▸ RAW DATA:
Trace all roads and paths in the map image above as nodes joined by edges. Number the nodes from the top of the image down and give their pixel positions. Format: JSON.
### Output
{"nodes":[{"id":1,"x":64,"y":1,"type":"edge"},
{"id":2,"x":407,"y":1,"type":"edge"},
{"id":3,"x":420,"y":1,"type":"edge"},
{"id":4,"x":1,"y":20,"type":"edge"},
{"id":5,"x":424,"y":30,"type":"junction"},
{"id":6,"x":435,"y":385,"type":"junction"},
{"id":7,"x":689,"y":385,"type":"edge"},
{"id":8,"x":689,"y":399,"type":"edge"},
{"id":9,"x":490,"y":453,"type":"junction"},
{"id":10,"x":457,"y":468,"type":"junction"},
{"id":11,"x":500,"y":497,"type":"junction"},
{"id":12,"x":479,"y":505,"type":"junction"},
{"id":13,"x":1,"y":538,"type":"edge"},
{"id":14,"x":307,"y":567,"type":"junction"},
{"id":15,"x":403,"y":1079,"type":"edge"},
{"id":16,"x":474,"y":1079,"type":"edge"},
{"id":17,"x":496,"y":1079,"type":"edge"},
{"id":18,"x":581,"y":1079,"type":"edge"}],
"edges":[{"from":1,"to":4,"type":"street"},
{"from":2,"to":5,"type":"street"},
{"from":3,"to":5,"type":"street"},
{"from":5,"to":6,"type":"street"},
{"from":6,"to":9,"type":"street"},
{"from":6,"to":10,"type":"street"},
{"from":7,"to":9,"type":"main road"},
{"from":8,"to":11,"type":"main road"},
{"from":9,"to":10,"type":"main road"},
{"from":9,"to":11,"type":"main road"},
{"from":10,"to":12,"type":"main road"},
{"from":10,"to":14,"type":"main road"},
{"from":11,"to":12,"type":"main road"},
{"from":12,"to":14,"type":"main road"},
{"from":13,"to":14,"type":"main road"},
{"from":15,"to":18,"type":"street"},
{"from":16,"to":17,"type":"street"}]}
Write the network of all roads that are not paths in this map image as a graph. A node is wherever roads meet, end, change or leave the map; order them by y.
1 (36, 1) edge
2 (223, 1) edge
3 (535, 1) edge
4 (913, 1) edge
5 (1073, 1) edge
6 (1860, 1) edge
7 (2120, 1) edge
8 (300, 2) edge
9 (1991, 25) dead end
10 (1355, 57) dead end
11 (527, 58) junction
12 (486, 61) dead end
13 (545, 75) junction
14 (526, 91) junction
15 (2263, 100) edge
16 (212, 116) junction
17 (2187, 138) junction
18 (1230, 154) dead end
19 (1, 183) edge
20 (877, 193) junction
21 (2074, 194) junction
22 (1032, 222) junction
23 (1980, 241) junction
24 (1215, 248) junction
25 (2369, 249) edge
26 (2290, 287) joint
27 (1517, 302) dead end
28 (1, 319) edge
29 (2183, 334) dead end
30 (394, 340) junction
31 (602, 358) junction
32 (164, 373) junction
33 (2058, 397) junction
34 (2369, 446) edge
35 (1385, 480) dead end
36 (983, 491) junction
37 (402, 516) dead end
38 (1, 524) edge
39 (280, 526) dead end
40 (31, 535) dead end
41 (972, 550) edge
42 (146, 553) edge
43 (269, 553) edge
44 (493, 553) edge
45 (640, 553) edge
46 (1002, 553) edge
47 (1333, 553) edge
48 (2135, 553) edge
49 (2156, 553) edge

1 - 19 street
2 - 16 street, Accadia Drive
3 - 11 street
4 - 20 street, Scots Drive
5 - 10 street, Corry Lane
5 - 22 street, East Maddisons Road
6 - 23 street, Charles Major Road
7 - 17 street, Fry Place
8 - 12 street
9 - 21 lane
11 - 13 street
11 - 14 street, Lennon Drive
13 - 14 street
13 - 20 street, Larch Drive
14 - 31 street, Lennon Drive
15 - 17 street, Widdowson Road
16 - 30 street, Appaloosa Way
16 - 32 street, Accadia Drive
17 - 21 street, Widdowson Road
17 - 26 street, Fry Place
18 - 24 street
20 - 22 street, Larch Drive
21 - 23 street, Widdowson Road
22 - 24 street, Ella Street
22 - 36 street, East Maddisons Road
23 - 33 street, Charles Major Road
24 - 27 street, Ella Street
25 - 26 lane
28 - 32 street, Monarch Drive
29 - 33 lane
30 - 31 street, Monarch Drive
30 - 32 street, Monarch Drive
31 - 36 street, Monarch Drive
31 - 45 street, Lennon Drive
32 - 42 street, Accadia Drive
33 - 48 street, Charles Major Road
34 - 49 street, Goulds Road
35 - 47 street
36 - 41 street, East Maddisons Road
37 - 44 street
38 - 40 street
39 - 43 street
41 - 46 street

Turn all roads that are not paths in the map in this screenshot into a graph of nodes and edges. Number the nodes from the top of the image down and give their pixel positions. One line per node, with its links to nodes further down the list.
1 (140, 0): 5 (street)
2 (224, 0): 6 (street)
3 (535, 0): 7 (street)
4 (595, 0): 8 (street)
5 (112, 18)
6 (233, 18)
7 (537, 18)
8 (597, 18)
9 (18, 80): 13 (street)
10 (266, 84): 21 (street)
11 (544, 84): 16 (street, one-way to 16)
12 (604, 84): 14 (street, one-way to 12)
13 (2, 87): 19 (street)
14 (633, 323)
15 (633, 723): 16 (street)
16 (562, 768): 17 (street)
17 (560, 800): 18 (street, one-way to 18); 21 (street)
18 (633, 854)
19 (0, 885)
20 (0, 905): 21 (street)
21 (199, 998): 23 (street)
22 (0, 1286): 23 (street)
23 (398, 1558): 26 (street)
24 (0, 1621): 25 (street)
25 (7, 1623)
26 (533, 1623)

▸ TASK GOAL: Exact retyping of every entry is required.

▸ YOUR RESPONSE:
Trace all roads and paths in the map image above as nodes joined by edges. Number the nodes from the top of the image down and give their pixel positions. Format: JSON.
### Output
{"nodes":[{"id":1,"x":64,"y":1,"type":"edge"},
{"id":2,"x":407,"y":1,"type":"edge"},
{"id":3,"x":420,"y":1,"type":"edge"},
{"id":4,"x":1,"y":20,"type":"edge"},
{"id":5,"x":424,"y":30,"type":"junction"},
{"id":6,"x":435,"y":385,"type":"junction"},
{"id":7,"x":689,"y":385,"type":"edge"},
{"id":8,"x":689,"y":399,"type":"edge"},
{"id":9,"x":490,"y":453,"type":"junction"},
{"id":10,"x":457,"y":468,"type":"junction"},
{"id":11,"x":500,"y":497,"type":"junction"},
{"id":12,"x":479,"y":505,"type":"junction"},
{"id":13,"x":1,"y":538,"type":"edge"},
{"id":14,"x":307,"y":567,"type":"junction"},
{"id":15,"x":403,"y":1079,"type":"edge"},
{"id":16,"x":474,"y":1079,"type":"edge"},
{"id":17,"x":496,"y":1079,"type":"edge"},
{"id":18,"x":581,"y":1079,"type":"edge"}],
"edges":[{"from":1,"to":4,"type":"street"},
{"from":2,"to":5,"type":"street"},
{"from":3,"to":5,"type":"street"},
{"from":5,"to":6,"type":"street"},
{"from":6,"to":9,"type":"street"},
{"from":6,"to":10,"type":"street"},
{"from":7,"to":9,"type":"main road"},
{"from":8,"to":11,"type":"main road"},
{"from":9,"to":10,"type":"main road"},
{"from":9,"to":11,"type":"main road"},
{"from":10,"to":12,"type":"main road"},
{"from":10,"to":14,"type":"main road"},
{"from":11,"to":12,"type":"main road"},
{"from":12,"to":14,"type":"main road"},
{"from":13,"to":14,"type":"main road"},
{"from":15,"to":18,"type":"street"},
{"from":16,"to":17,"type":"street"}]}
Write the network of all roads that are not paths in this map image as a graph. A node is wherever roads meet, end, change or leave the map; order them by y.
1 (36, 1) edge
2 (223, 1) edge
3 (535, 1) edge
4 (913, 1) edge
5 (1073, 1) edge
6 (1860, 1) edge
7 (2120, 1) edge
8 (300, 2) edge
9 (1991, 25) dead end
10 (1355, 57) dead end
11 (527, 58) junction
12 (486, 61) dead end
13 (545, 75) junction
14 (526, 91) junction
15 (2263, 100) edge
16 (212, 116) junction
17 (2187, 138) junction
18 (1230, 154) dead end
19 (1, 183) edge
20 (877, 193) junction
21 (2074, 194) junction
22 (1032, 222) junction
23 (1980, 241) junction
24 (1215, 248) junction
25 (2369, 249) edge
26 (2290, 287) joint
27 (1517, 302) dead end
28 (1, 319) edge
29 (2183, 334) dead end
30 (394, 340) junction
31 (602, 358) junction
32 (164, 373) junction
33 (2058, 397) junction
34 (2369, 446) edge
35 (1385, 480) dead end
36 (983, 491) junction
37 (402, 516) dead end
38 (1, 524) edge
39 (280, 526) dead end
40 (31, 535) dead end
41 (972, 550) edge
42 (146, 553) edge
43 (269, 553) edge
44 (493, 553) edge
45 (640, 553) edge
46 (1002, 553) edge
47 (1333, 553) edge
48 (2135, 553) edge
49 (2156, 553) edge

1 - 19 street
2 - 16 street, Accadia Drive
3 - 11 street
4 - 20 street, Scots Drive
5 - 10 street, Corry Lane
5 - 22 street, East Maddisons Road
6 - 23 street, Charles Major Road
7 - 17 street, Fry Place
8 - 12 street
9 - 21 lane
11 - 13 street
11 - 14 street, Lennon Drive
13 - 14 street
13 - 20 street, Larch Drive
14 - 31 street, Lennon Drive
15 - 17 street, Widdowson Road
16 - 30 street, Appaloosa Way
16 - 32 street, Accadia Drive
17 - 21 street, Widdowson Road
17 - 26 street, Fry Place
18 - 24 street
20 - 22 street, Larch Drive
21 - 23 street, Widdowson Road
22 - 24 street, Ella Street
22 - 36 street, East Maddisons Road
23 - 33 street, Charles Major Road
24 - 27 street, Ella Street
25 - 26 lane
28 - 32 street, Monarch Drive
29 - 33 lane
30 - 31 street, Monarch Drive
30 - 32 street, Monarch Drive
31 - 36 street, Monarch Drive
31 - 45 street, Lennon Drive
32 - 42 street, Accadia Drive
33 - 48 street, Charles Major Road
34 - 49 street, Goulds Road
35 - 47 street
36 - 41 street, East Maddisons Road
37 - 44 street
38 - 40 street
39 - 43 street
41 - 46 street

Turn all roads that are not paths in the map in this screenshot into a graph of nodes and edges. Number the nodes from the top of the image down and give their pixel positions. One line per node, with its links to nodes further down the list.
1 (140, 0): 5 (street)
2 (224, 0): 6 (street)
3 (535, 0): 7 (street)
4 (595, 0): 8 (street)
5 (112, 18)
6 (233, 18)
7 (537, 18)
8 (597, 18)
9 (18, 80): 13 (street)
10 (266, 84): 21 (street)
11 (544, 84): 16 (street, one-way to 16)
12 (604, 84): 14 (street, one-way to 12)
13 (2, 87): 19 (street)
14 (633, 323)
15 (633, 723): 16 (street)
16 (562, 768): 17 (street)
17 (560, 800): 18 (street, one-way to 18); 21 (street)
18 (633, 854)
19 (0, 885)
20 (0, 905): 21 (street)
21 (199, 998): 23 (street)
22 (0, 1286): 23 (street)
23 (398, 1558): 26 (street)
24 (0, 1621): 25 (street)
25 (7, 1623)
26 (533, 1623)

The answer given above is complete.